Escobar también destaca la necesidad de medidas preventivas en las escuelas. “La educación debe adaptarse a las necesidades actuales y poner un mayor énfasis en los aspectos emocionales, tanto para los estudiantes como para sus familias”, sugiere. Según la especialista, es vital que los educadores, al igual que todos los profesionales sujetos a presiones, dispongan de oportunidades de autocuidado facilitadas por sus propios lugares de trabajo.

En cuanto a las acciones recomendadas para los docentes que actualmente experimentan violencia o agresión, Escobar aconseja: “Es crucial que los docentes demanden la implementación de protocolos de actuación en sus colegios, así como la creación de espacios sistemáticos de autocuidado y el acompañamiento de los equipos psicosociales para manejar situaciones complejas”.

¿Una ley más robusta es la solución?

Frente a la pregunta de si una legislación más robusta es la solución para combatir la violencia contra los docentes en nuestro país, la psicóloga Lorena Escobar opina que las leyes pueden contribuir significativamente, siempre que se establezcan protocolos claros y equitativos que actúen como un soporte fundamental para todos los involucrados en el sistema escolar. “Las leyes siempre serán un aporte, en tanto provean un marco de actuación uniforme y se conviertan en un pilar esencial para todos los actores del entorno educativo”, afirma Escobar.

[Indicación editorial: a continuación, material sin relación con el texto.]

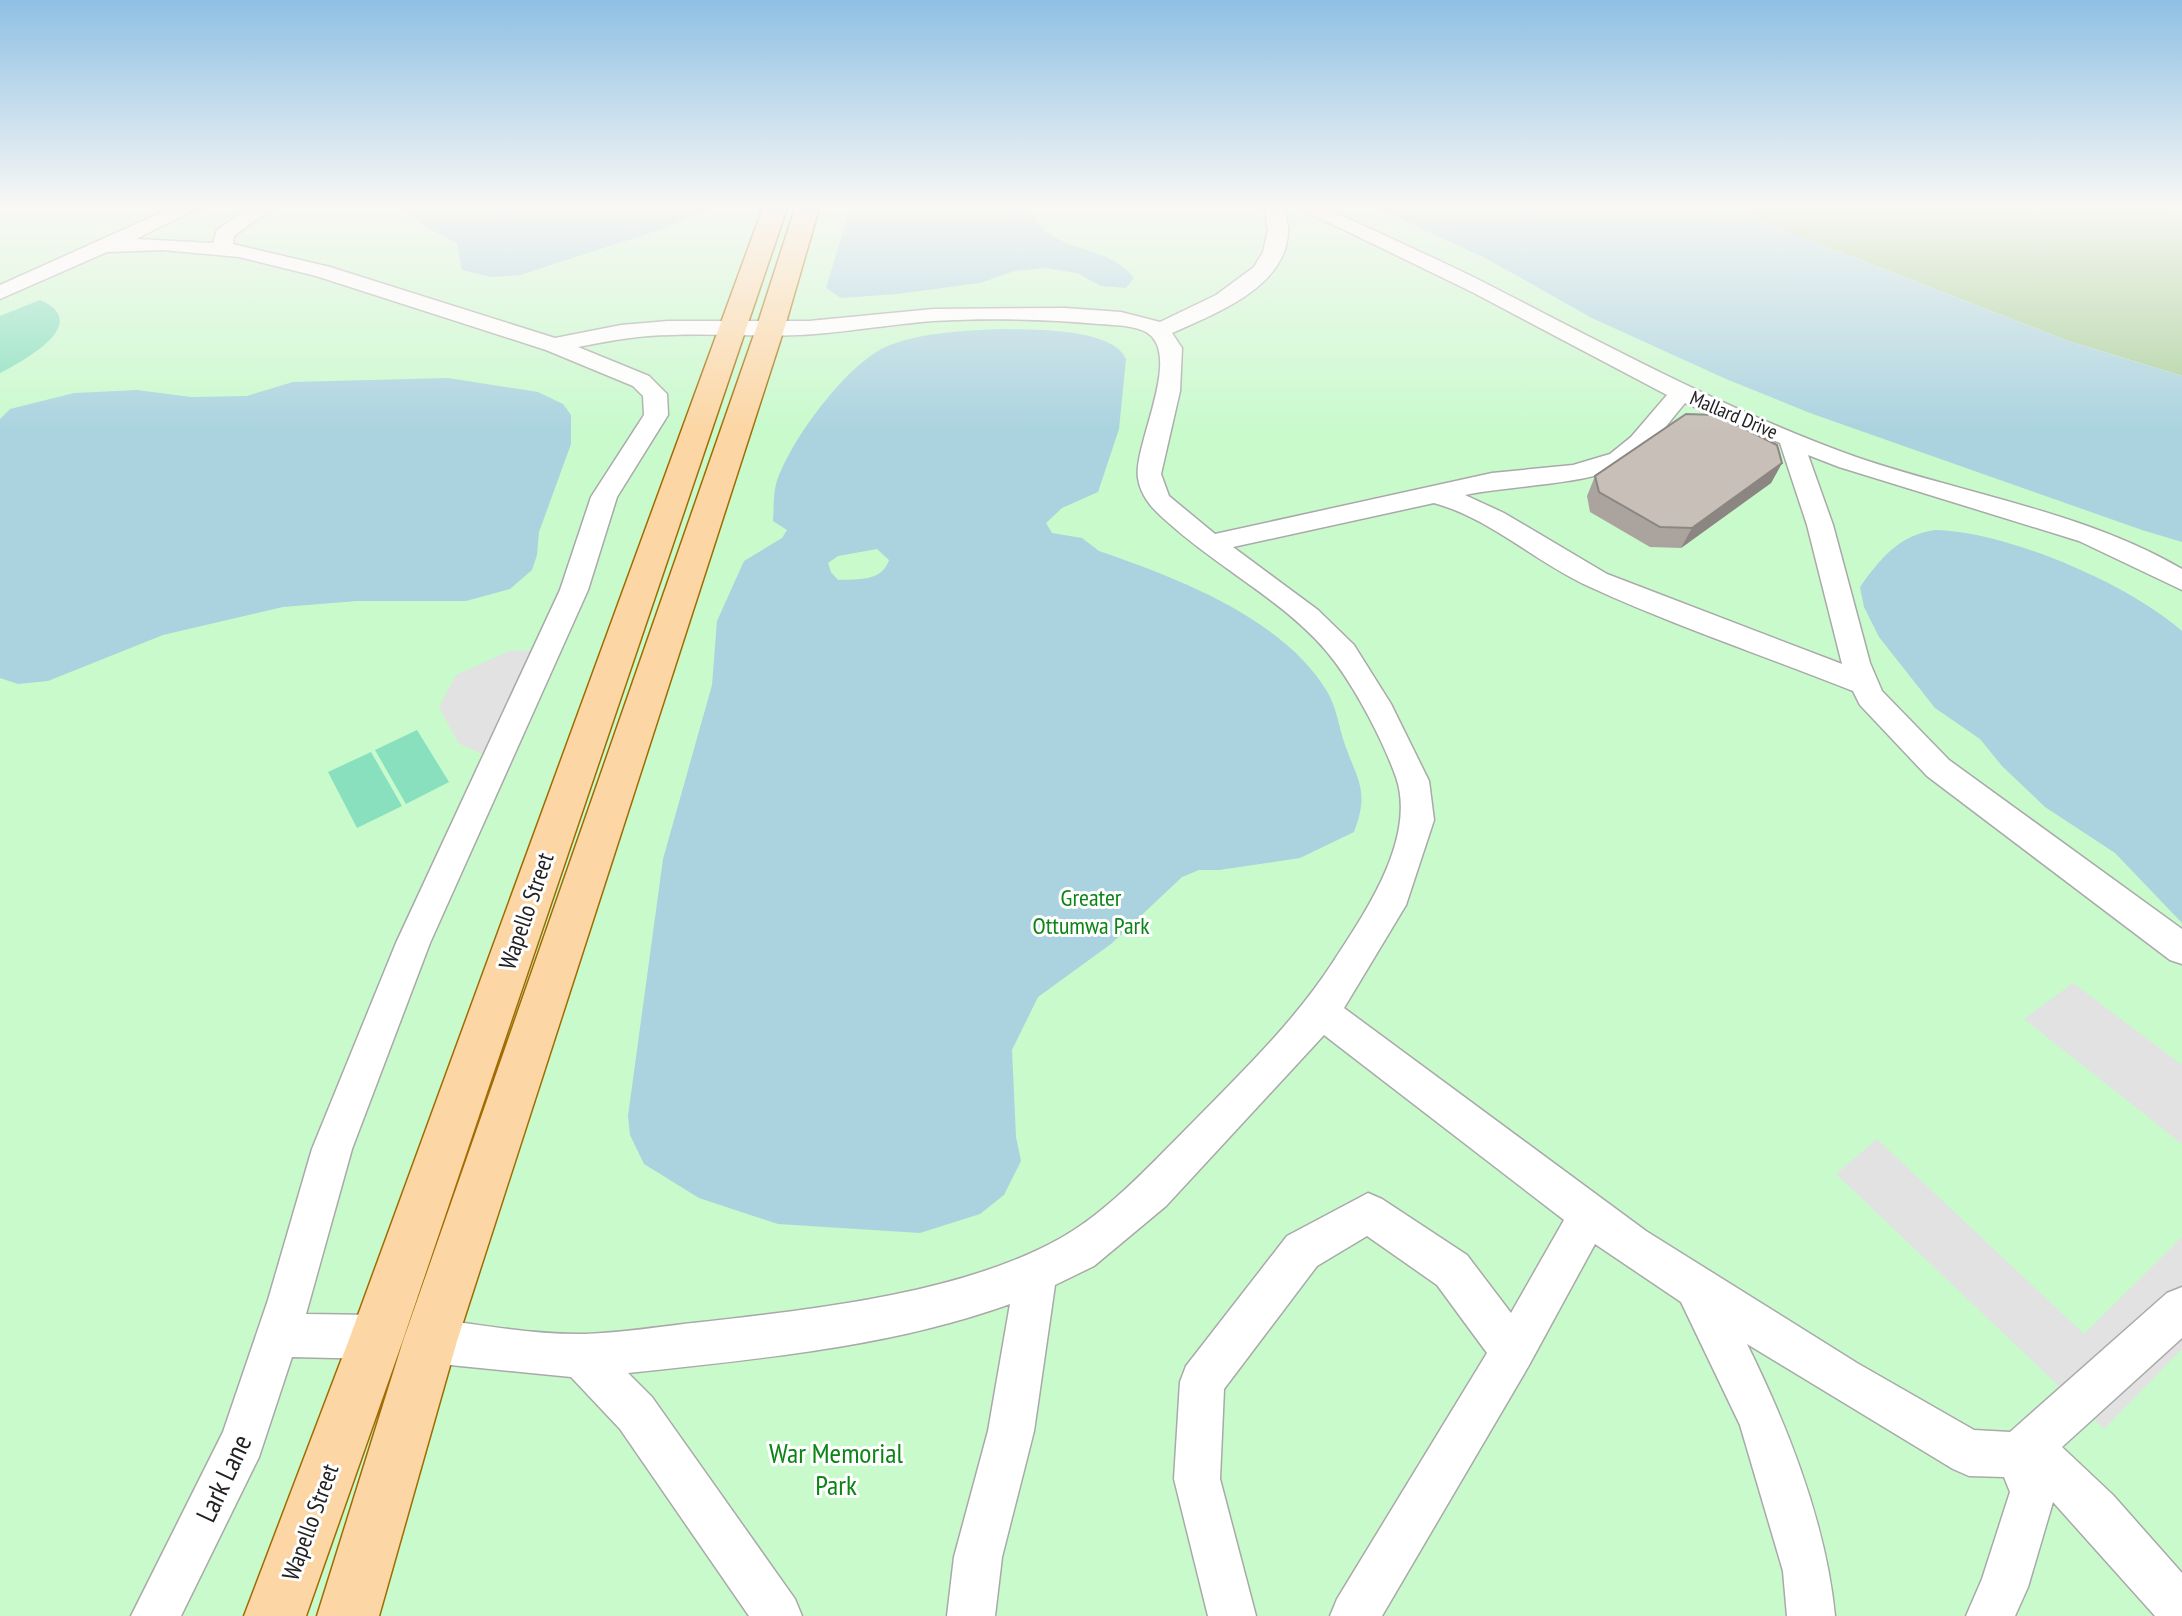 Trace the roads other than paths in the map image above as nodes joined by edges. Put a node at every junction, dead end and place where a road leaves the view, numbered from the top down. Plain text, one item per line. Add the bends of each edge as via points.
1 (27, 280) edge
2 (352, 280) edge
3 (761, 280) edge
4 (773, 280) edge
5 (1252, 280) edge
6 (1463, 280) edge
7 (0, 293) edge
8 (751, 327) junction
9 (1157, 331) junction
10 (554, 345) junction
11 (1682, 392) junction
12 (1791, 440) junction
13 (1434, 495) junction
14 (1211, 543) junction
15 (2182, 581) edge
16 (1865, 684) junction
17 (2182, 949) edge
18 (1321, 1012) junction
19 (1590, 1214) junction
20 (1036, 1272) junction
21 (1696, 1287) junction
22 (2182, 1308) edge
23 (277, 1335) junction
24 (377, 1337) junction
25 (430, 1341) junction
26 (1513, 1352) junction
27 (581, 1356) junction
28 (2024, 1450) junction
29 (2182, 1610) edge
30 (155, 1616) edge
31 (275, 1616) edge
32 (348, 1616) edge
33 (778, 1616) edge
34 (971, 1616) edge
35 (1232, 1616) edge
36 (1354, 1616) edge
37 (1811, 1616) edge
38 (1990, 1616) edge

1 - 7 street
2 - 10 street, Lark Lane
3 - 8 main road, Wapello Street
4 - 8 main road, Wapello Street
5 - 9 street
6 - 11 street, Mallard Drive
8 - 9 street via 809,328 933,315 1065,314 1121,319
8 - 10 street via 621,332
8 - 24 main road, Wapello Street
8 - 25 main road, Wapello Street
9 - 14 street via 1171,348 1168,391 1149,474 1158,499
10 - 23 street, Lark Lane via 641,381 655,394 656,415 604,497 574,590 413,943 332,1149
11 - 12 street, Mallard Drive
11 - 13 street via 1619,459 1575,472 1492,481
12 - 15 street, Mallard Drive via 2088,535
12 - 16 street
13 - 14 street
13 - 16 street via 1495,519 1597,580
14 - 18 street via 1308,617 1344,652 1413,781 1418,820 1389,905
16 - 17 street via 1870,697 1938,768
18 - 19 street
18 - 20 street via 1152,1192 1079,1251
19 - 21 street
19 - 26 street
20 - 27 street via 953,1300 855,1323
20 - 34 street via 1011,1431 978,1557
21 - 28 street via 1969,1453
21 - 37 street via 1761,1420 1807,1571
22 - 28 street
23 - 24 street
23 - 30 street, Lark Lane via 243,1441
24 - 31 main road, Wapello Street
25 - 27 street
25 - 32 main road, Wapello Street
26 - 35 street via 1452,1270 1368,1213 1302,1251 1202,1382 1197,1479
26 - 36 street
27 - 33 street via 636,1413
28 - 29 street via 2096,1512
28 - 38 street via 2033,1492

Sin embargo, Escobar subraya que hay desafíos más profundos que necesitan ser abordados. “Vivimos en una creciente crisis de salud mental que sigue agudizándose, y al mismo tiempo, nuestro sistema educativo no responde adecuadamente a las necesidades de los niños, niñas y adolescentes, ni al papel de los docentes, quienes son fundamentales en el desarrollo de los jóvenes pero a menudo carecen del reconocimiento y apoyo necesarios tanto de sus espacios de trabajo como del sistema en su conjunto”, explica.

Por lo tanto, aunque una legislación más fuerte es un paso necesario, también se requiere una transformación integral del sistema educativo que incluya actualizaciones curriculares, mejor reconocimiento y soporte para los educadores, y un enfoque renovado en la salud mental de todos los participantes en el proceso educativo.